Give the data again exactly as it is written.

*** Begin section ***

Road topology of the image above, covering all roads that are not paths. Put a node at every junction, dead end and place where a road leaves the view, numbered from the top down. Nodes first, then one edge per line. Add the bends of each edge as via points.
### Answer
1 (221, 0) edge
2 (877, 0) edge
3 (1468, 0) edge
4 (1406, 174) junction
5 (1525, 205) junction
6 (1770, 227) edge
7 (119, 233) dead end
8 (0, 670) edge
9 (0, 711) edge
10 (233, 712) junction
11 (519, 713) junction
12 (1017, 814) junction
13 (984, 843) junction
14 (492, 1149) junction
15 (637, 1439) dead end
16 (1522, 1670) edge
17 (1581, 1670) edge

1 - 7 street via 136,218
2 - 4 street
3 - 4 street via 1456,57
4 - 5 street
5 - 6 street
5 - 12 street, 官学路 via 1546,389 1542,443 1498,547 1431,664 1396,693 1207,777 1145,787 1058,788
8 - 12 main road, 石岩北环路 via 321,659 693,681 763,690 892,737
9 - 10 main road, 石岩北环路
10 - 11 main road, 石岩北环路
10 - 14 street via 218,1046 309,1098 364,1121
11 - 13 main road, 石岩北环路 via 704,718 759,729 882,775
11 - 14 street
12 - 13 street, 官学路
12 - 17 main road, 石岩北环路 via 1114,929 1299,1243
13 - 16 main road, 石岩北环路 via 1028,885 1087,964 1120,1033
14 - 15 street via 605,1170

*** End section ***

- [Problem solution]:
Road topology of the image above, covering all roads that are not paths. Put a node at every junction, dead end and place where a road leaves the view, numbered from the top down. Nodes first, then one edge per line. Add the bends of each edge as via points.
### Answer
1 (221, 0) edge
2 (877, 0) edge
3 (1468, 0) edge
4 (1406, 174) junction
5 (1525, 205) junction
6 (1770, 227) edge
7 (119, 233) dead end
8 (0, 670) edge
9 (0, 711) edge
10 (233, 712) junction
11 (519, 713) junction
12 (1017, 814) junction
13 (984, 843) junction
14 (492, 1149) junction
15 (637, 1439) dead end
16 (1522, 1670) edge
17 (1581, 1670) edge

1 - 7 street via 136,218
2 - 4 street
3 - 4 street via 1456,57
4 - 5 street
5 - 6 street
5 - 12 street, 官学路 via 1546,389 1542,443 1498,547 1431,664 1396,693 1207,777 1145,787 1058,788
8 - 12 main road, 石岩北环路 via 321,659 693,681 763,690 892,737
9 - 10 main road, 石岩北环路
10 - 11 main road, 石岩北环路
10 - 14 street via 218,1046 309,1098 364,1121
11 - 13 main road, 石岩北环路 via 704,718 759,729 882,775
11 - 14 street
12 - 13 street, 官学路
12 - 17 main road, 石岩北环路 via 1114,929 1299,1243
13 - 16 main road, 石岩北环路 via 1028,885 1087,964 1120,1033
14 - 15 street via 605,1170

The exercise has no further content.